» The task:
Copy the listing below in full and skip every picture.
+-------+
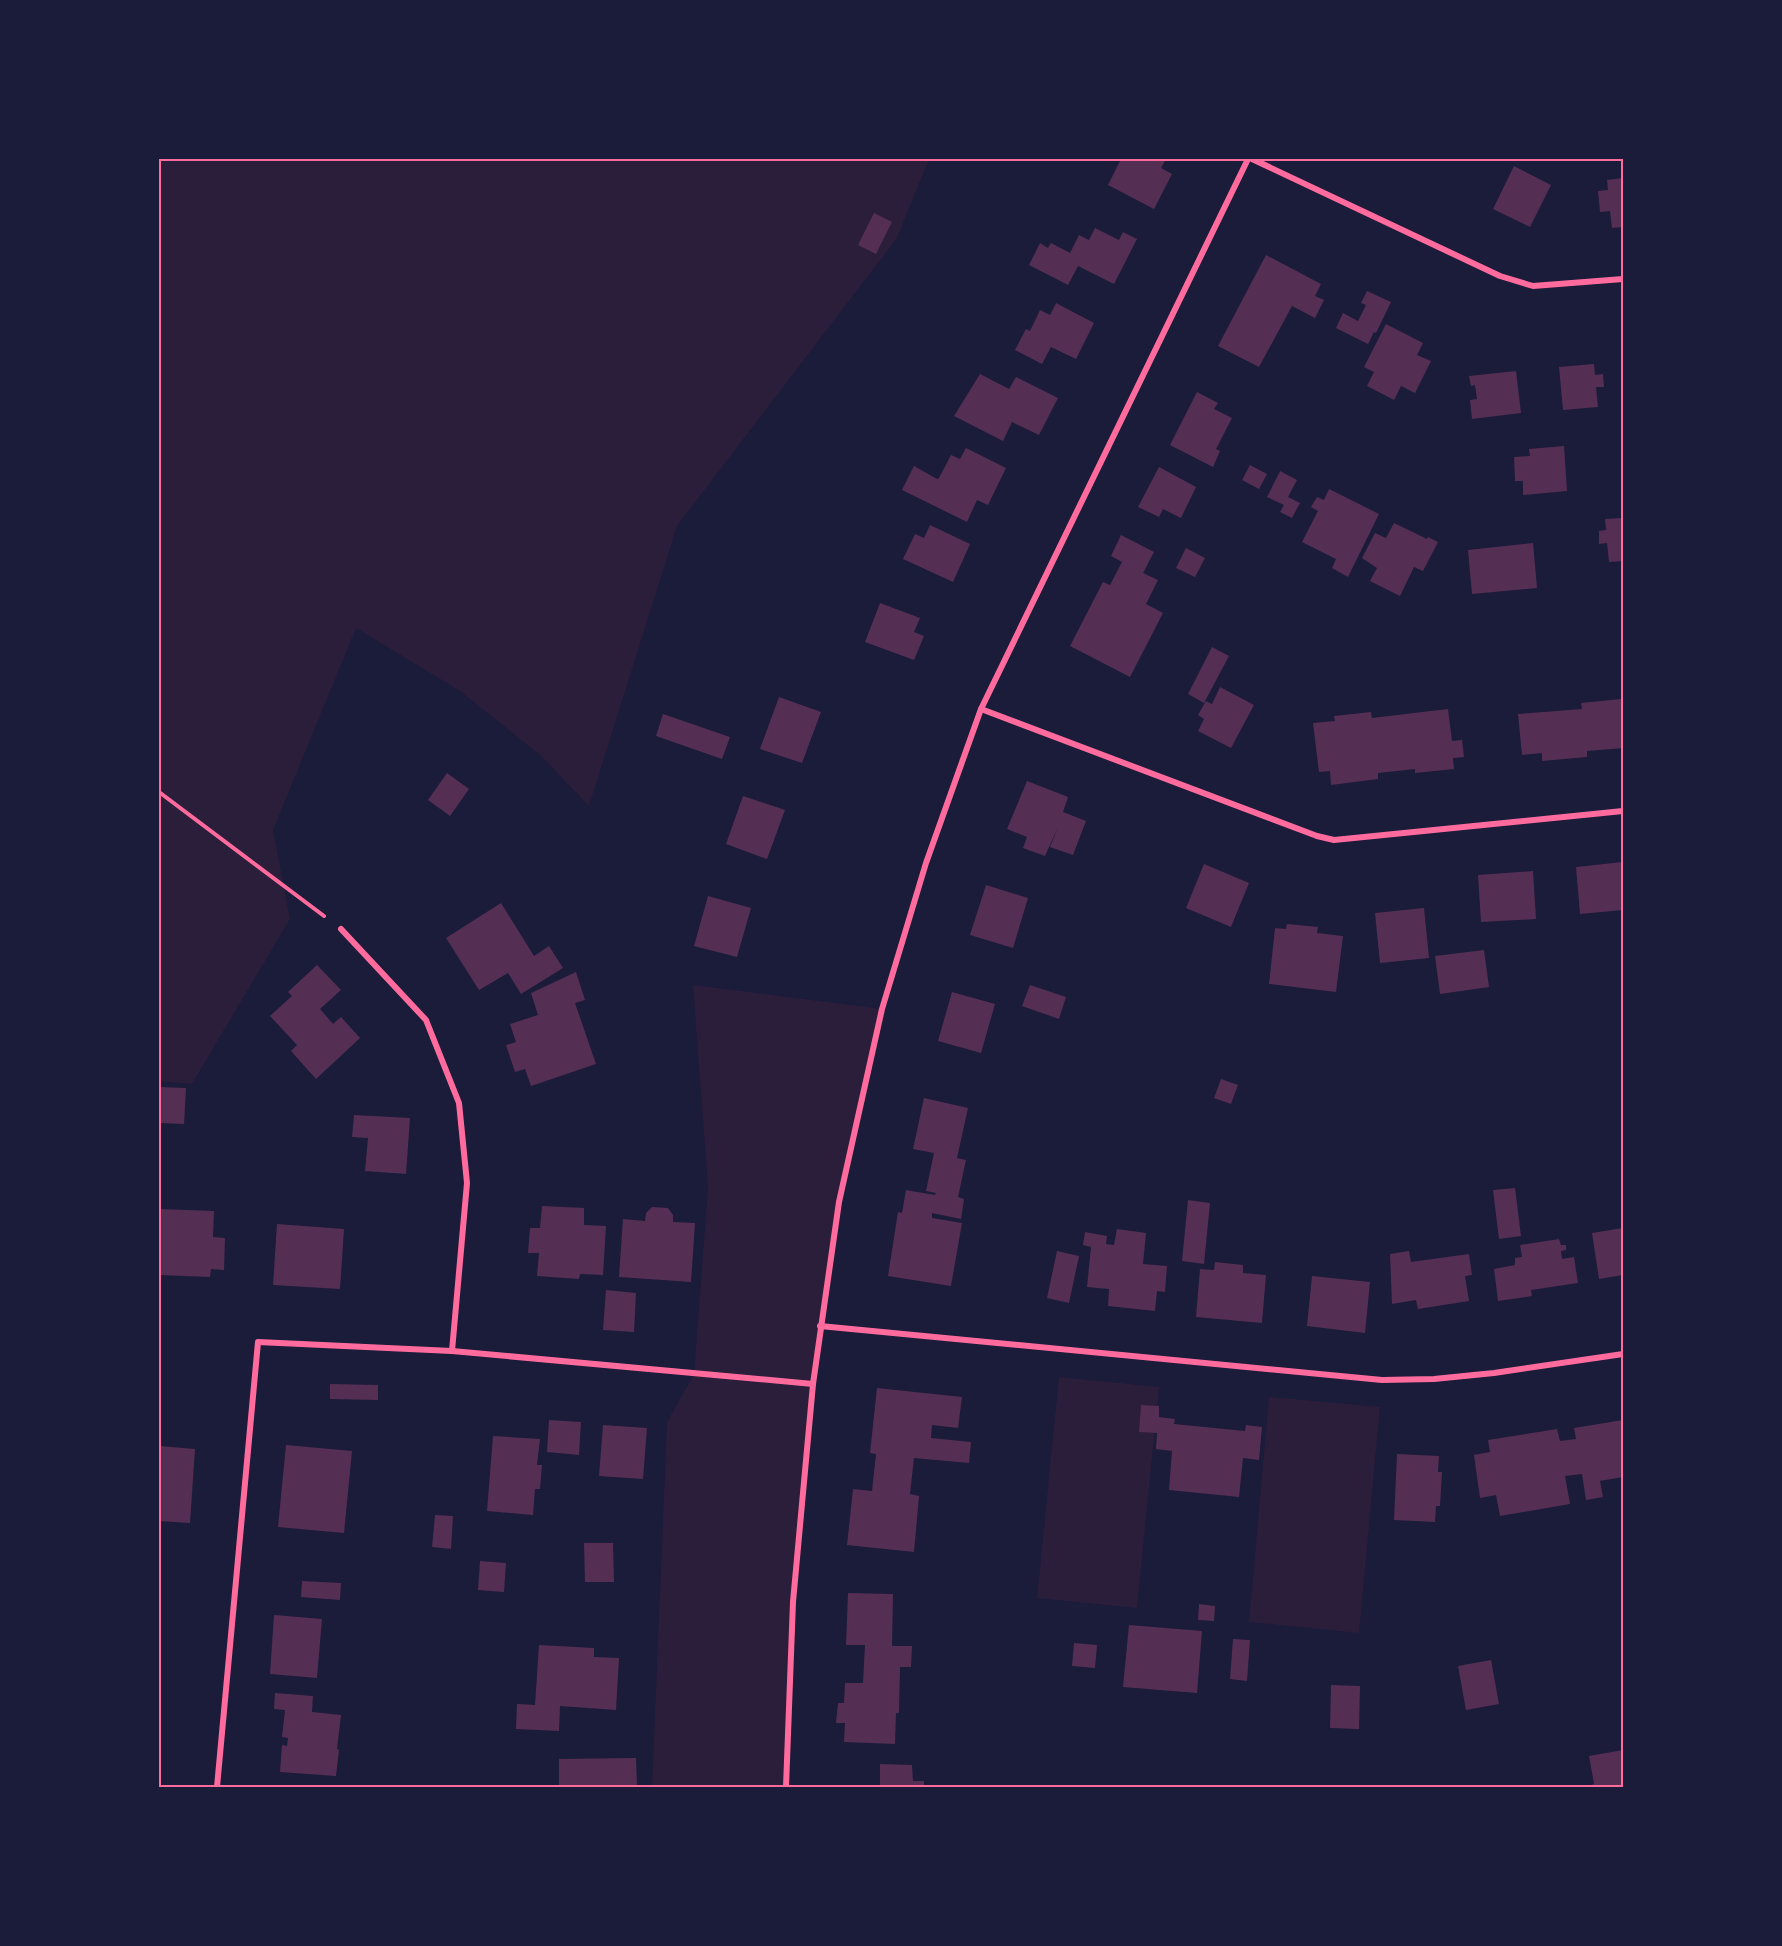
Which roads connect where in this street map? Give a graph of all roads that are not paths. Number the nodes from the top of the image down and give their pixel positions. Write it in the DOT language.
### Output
graph roads {
  1 [pos="1250,159"];
  2 [pos="1623,279"];
  3 [pos="981,709"];
  4 [pos="1623,811"];
  5 [pos="341,929"];
  6 [pos="820,1326"];
  7 [pos="453,1351"];
  8 [pos="1623,1354"];
  9 [pos="813,1384"];
  10 [pos="217,1787"];
  11 [pos="786,1787"];
  1 -- 2 [label="street"];
  1 -- 3 [label="street"];
  3 -- 4 [label="street"];
  3 -- 6 [label="street"];
  5 -- 7 [label="street"];
  6 -- 8 [label="street"];
  6 -- 9 [label="street"];
  7 -- 9 [label="street"];
  7 -- 10 [label="street"];
  9 -- 11 [label="street"];
}
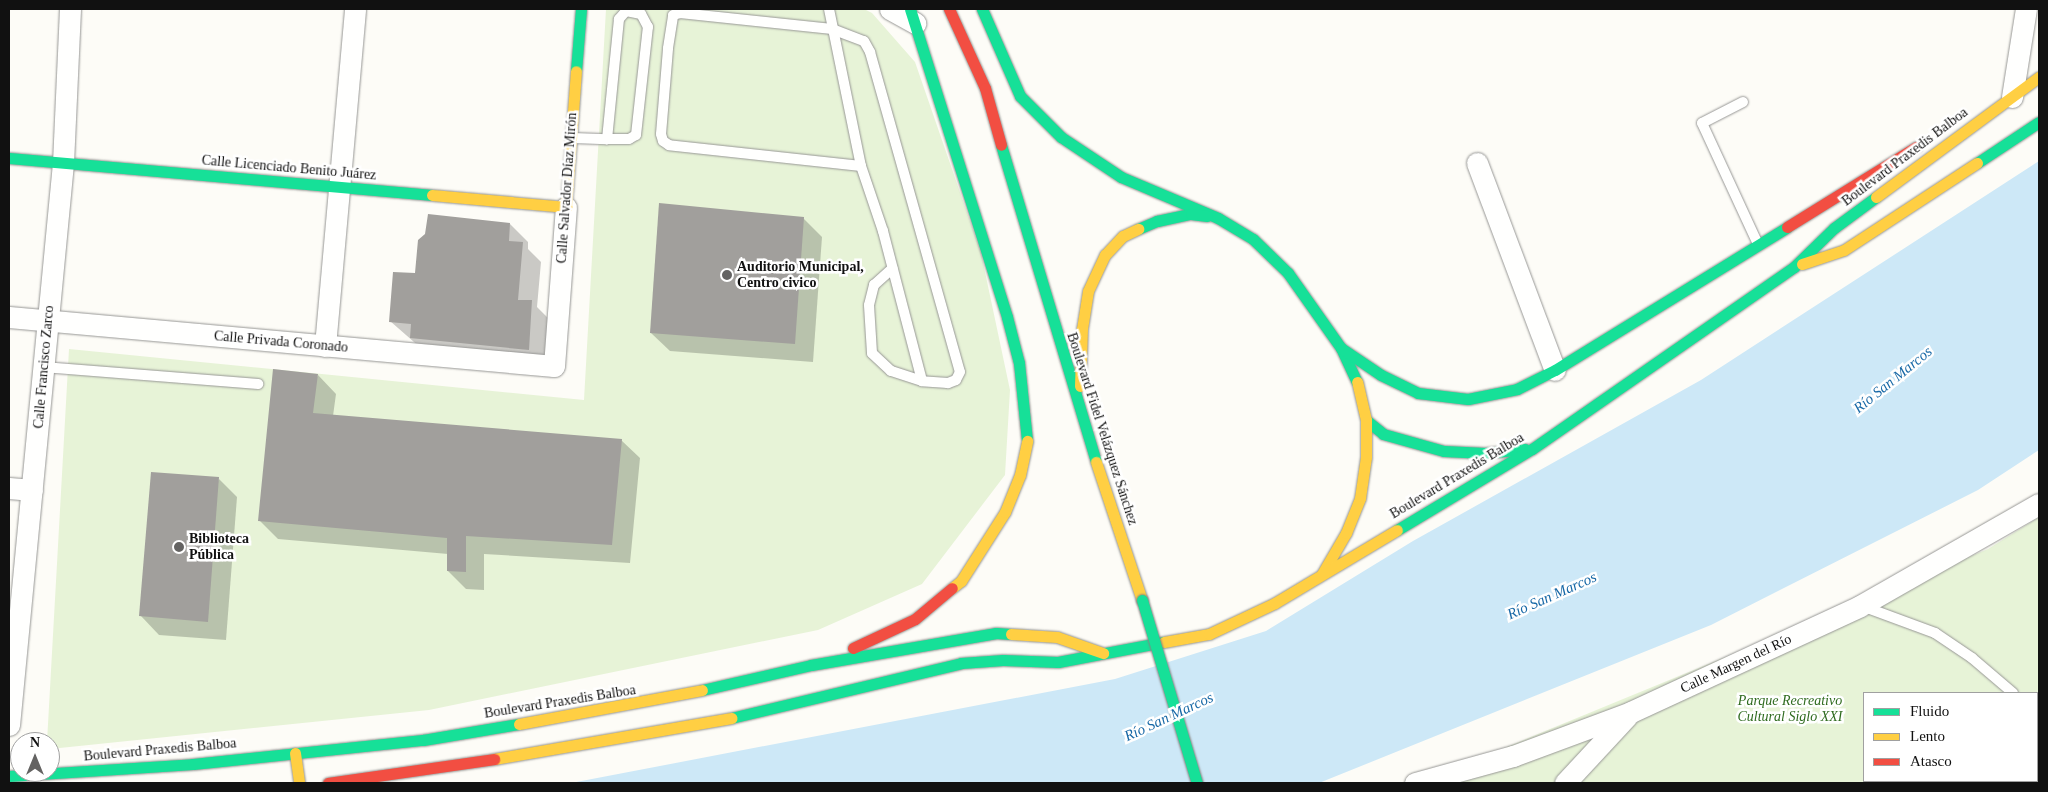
+-------+
» Answer to this exercise:
Which roads connect where in this street map? Give a graph of all roads that are not paths. Number the nodes from the top of the image down and give their pixel positions. Write it in the DOT language.
### Output
graph roads {
  1 [pos="1250,159"];
  2 [pos="1623,279"];
  3 [pos="981,709"];
  4 [pos="1623,811"];
  5 [pos="341,929"];
  6 [pos="820,1326"];
  7 [pos="453,1351"];
  8 [pos="1623,1354"];
  9 [pos="813,1384"];
  10 [pos="217,1787"];
  11 [pos="786,1787"];
  1 -- 2 [label="street"];
  1 -- 3 [label="street"];
  3 -- 4 [label="street"];
  3 -- 6 [label="street"];
  5 -- 7 [label="street"];
  6 -- 8 [label="street"];
  6 -- 9 [label="street"];
  7 -- 9 [label="street"];
  7 -- 10 [label="street"];
  9 -- 11 [label="street"];
}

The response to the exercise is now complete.